## Required action
Transcribe every entry exactly; the images stay out.

## Data excerpts
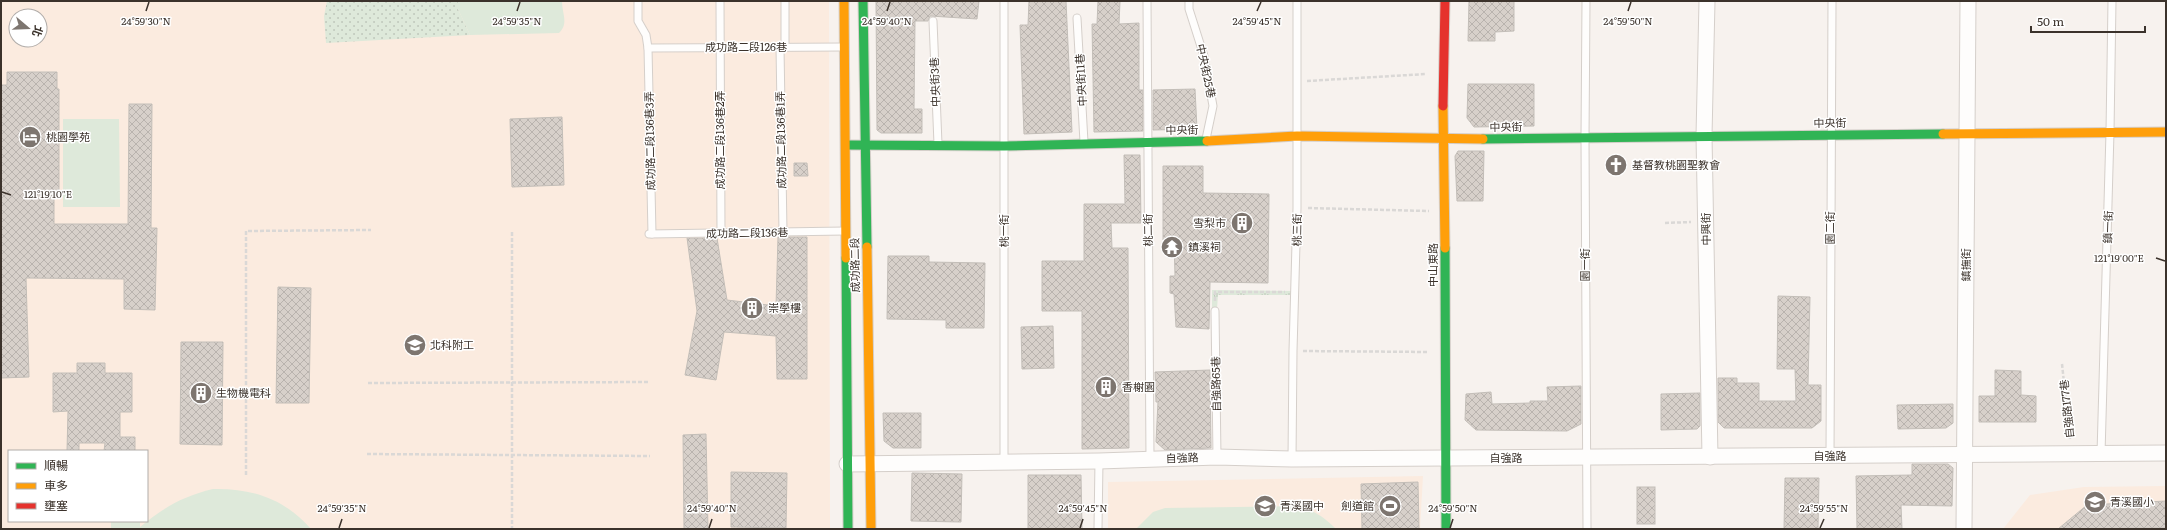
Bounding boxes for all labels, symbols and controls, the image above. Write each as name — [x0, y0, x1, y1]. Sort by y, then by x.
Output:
north arrow — [8, 8, 48, 48]
scale bar — [2031, 8, 2145, 34]
text: 50 m — [2037, 12, 2064, 30]
text: 24°59'30"N — [121, 13, 171, 28]
text: 24°59'35"N — [493, 13, 542, 28]
text: 24°59'40"N — [862, 13, 912, 28]
text: 24°59'45"N — [1232, 13, 1282, 28]
text: 24°59'50"N — [1603, 13, 1653, 28]
text: 北 — [29, 24, 48, 39]
street label: 成功路二段126巷 — [705, 38, 787, 54]
street label: 中央街25巷 — [1193, 42, 1221, 99]
street label: 中央街11巷 — [1071, 53, 1089, 107]
street label: 中央街3巷 — [925, 57, 943, 107]
street label: 成功路二段136巷3弄 — [640, 91, 658, 191]
street label: 成功路二段136巷2弄 — [711, 91, 727, 189]
street label: 成功路二段136巷1弄 — [771, 91, 789, 189]
street label: 中央街 — [1813, 114, 1847, 130]
street label: 中央街 — [1489, 118, 1523, 134]
street label: 中央街 — [1165, 121, 1199, 137]
hotel icon: 桃園學苑 — [17, 124, 43, 150]
place label: 桃園學苑 — [46, 128, 90, 144]
church icon: 基督教桃園聖教會 — [1603, 152, 1629, 178]
place label: 基督教桃園聖教會 — [1632, 156, 1720, 172]
text: 121°19'10"E — [24, 186, 72, 201]
building icon: 雪梨市 — [1229, 210, 1255, 236]
street label: 鎮一街 — [2098, 210, 2116, 244]
street label: 中興街 — [1697, 212, 1713, 246]
street label: 園二街 — [1821, 212, 1837, 245]
street label: 桃二街 — [1139, 213, 1155, 247]
street label: 桃三街 — [1288, 213, 1304, 247]
place label: 雪梨市 — [1193, 214, 1226, 230]
street label: 桃一街 — [995, 215, 1011, 248]
street label: 成功路二段136巷 — [706, 223, 788, 241]
temple icon: 鎮溪祠 — [1159, 234, 1185, 260]
street label: 成功路二段 — [846, 237, 862, 293]
place label: 鎮溪祠 — [1188, 238, 1221, 254]
street label: 中山東路 — [1424, 243, 1440, 287]
street label: 園一街 — [1576, 249, 1592, 282]
street label: 鎮撫街 — [1957, 249, 1973, 282]
text: 121°19'00"E — [2094, 250, 2144, 265]
building icon: 崇學樓 — [739, 295, 765, 321]
place label: 崇學樓 — [768, 299, 801, 315]
school or university icon: 北科附工 — [402, 332, 428, 358]
place label: 北科附工 — [430, 336, 474, 352]
street label: 自強路65巷 — [1207, 356, 1223, 412]
building icon: 香榭園 — [1093, 374, 1119, 400]
place label: 香榭園 — [1122, 378, 1155, 394]
street label: 自強路177巷 — [2055, 379, 2077, 439]
building icon: 生物機電科 — [188, 380, 214, 406]
place label: 生物機電科 — [216, 384, 271, 400]
street label: 自強路 — [1814, 447, 1847, 463]
street label: 自強路 — [1165, 448, 1199, 466]
street label: 自強路 — [1490, 449, 1523, 465]
legend — [8, 450, 148, 522]
text: 順暢 — [44, 456, 68, 474]
text: 車多 — [44, 476, 68, 494]
school or university icon: 青溪國小 — [2082, 489, 2108, 515]
school or university icon: 青溪國中 — [1252, 493, 1278, 519]
sports icon: 劍道館 — [1377, 493, 1403, 519]
place label: 青溪國小 — [2110, 493, 2154, 509]
text: 壅塞 — [44, 496, 68, 514]
place label: 青溪國中 — [1280, 497, 1324, 513]
place label: 劍道館 — [1341, 497, 1374, 513]
text: 24°59'35"N — [318, 500, 367, 515]
text: 24°59'40"N — [687, 500, 737, 515]
text: 24°59'45"N — [1058, 500, 1108, 515]
text: 24°59'50"N — [1428, 500, 1478, 515]
text: 24°59'55"N — [1800, 500, 1848, 515]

## Exercise solution
Bounding boxes for all labels, symbols and controls, the image above. Write each as name — [x0, y0, x1, y1]. Sort by y, then by x.
Output:
north arrow — [8, 8, 48, 48]
scale bar — [2031, 8, 2145, 34]
text: 50 m — [2037, 12, 2064, 30]
text: 24°59'30"N — [121, 13, 171, 28]
text: 24°59'35"N — [493, 13, 542, 28]
text: 24°59'40"N — [862, 13, 912, 28]
text: 24°59'45"N — [1232, 13, 1282, 28]
text: 24°59'50"N — [1603, 13, 1653, 28]
text: 北 — [29, 24, 48, 39]
street label: 成功路二段126巷 — [705, 38, 787, 54]
street label: 中央街25巷 — [1193, 42, 1221, 99]
street label: 中央街11巷 — [1071, 53, 1089, 107]
street label: 中央街3巷 — [925, 57, 943, 107]
street label: 成功路二段136巷3弄 — [640, 91, 658, 191]
street label: 成功路二段136巷2弄 — [711, 91, 727, 189]
street label: 成功路二段136巷1弄 — [771, 91, 789, 189]
street label: 中央街 — [1813, 114, 1847, 130]
street label: 中央街 — [1489, 118, 1523, 134]
street label: 中央街 — [1165, 121, 1199, 137]
hotel icon: 桃園學苑 — [17, 124, 43, 150]
place label: 桃園學苑 — [46, 128, 90, 144]
church icon: 基督教桃園聖教會 — [1603, 152, 1629, 178]
place label: 基督教桃園聖教會 — [1632, 156, 1720, 172]
text: 121°19'10"E — [24, 186, 72, 201]
building icon: 雪梨市 — [1229, 210, 1255, 236]
street label: 鎮一街 — [2098, 210, 2116, 244]
street label: 中興街 — [1697, 212, 1713, 246]
street label: 園二街 — [1821, 212, 1837, 245]
street label: 桃二街 — [1139, 213, 1155, 247]
street label: 桃三街 — [1288, 213, 1304, 247]
place label: 雪梨市 — [1193, 214, 1226, 230]
street label: 桃一街 — [995, 215, 1011, 248]
street label: 成功路二段136巷 — [706, 223, 788, 241]
temple icon: 鎮溪祠 — [1159, 234, 1185, 260]
street label: 成功路二段 — [846, 237, 862, 293]
place label: 鎮溪祠 — [1188, 238, 1221, 254]
street label: 中山東路 — [1424, 243, 1440, 287]
street label: 園一街 — [1576, 249, 1592, 282]
street label: 鎮撫街 — [1957, 249, 1973, 282]
text: 121°19'00"E — [2094, 250, 2144, 265]
building icon: 崇學樓 — [739, 295, 765, 321]
place label: 崇學樓 — [768, 299, 801, 315]
school or university icon: 北科附工 — [402, 332, 428, 358]
place label: 北科附工 — [430, 336, 474, 352]
street label: 自強路65巷 — [1207, 356, 1223, 412]
building icon: 香榭園 — [1093, 374, 1119, 400]
place label: 香榭園 — [1122, 378, 1155, 394]
street label: 自強路177巷 — [2055, 379, 2077, 439]
building icon: 生物機電科 — [188, 380, 214, 406]
place label: 生物機電科 — [216, 384, 271, 400]
street label: 自強路 — [1814, 447, 1847, 463]
street label: 自強路 — [1165, 448, 1199, 466]
street label: 自強路 — [1490, 449, 1523, 465]
legend — [8, 450, 148, 522]
text: 順暢 — [44, 456, 68, 474]
text: 車多 — [44, 476, 68, 494]
school or university icon: 青溪國小 — [2082, 489, 2108, 515]
school or university icon: 青溪國中 — [1252, 493, 1278, 519]
sports icon: 劍道館 — [1377, 493, 1403, 519]
place label: 青溪國小 — [2110, 493, 2154, 509]
text: 壅塞 — [44, 496, 68, 514]
place label: 青溪國中 — [1280, 497, 1324, 513]
place label: 劍道館 — [1341, 497, 1374, 513]
text: 24°59'35"N — [318, 500, 367, 515]
text: 24°59'40"N — [687, 500, 737, 515]
text: 24°59'45"N — [1058, 500, 1108, 515]
text: 24°59'50"N — [1428, 500, 1478, 515]
text: 24°59'55"N — [1800, 500, 1848, 515]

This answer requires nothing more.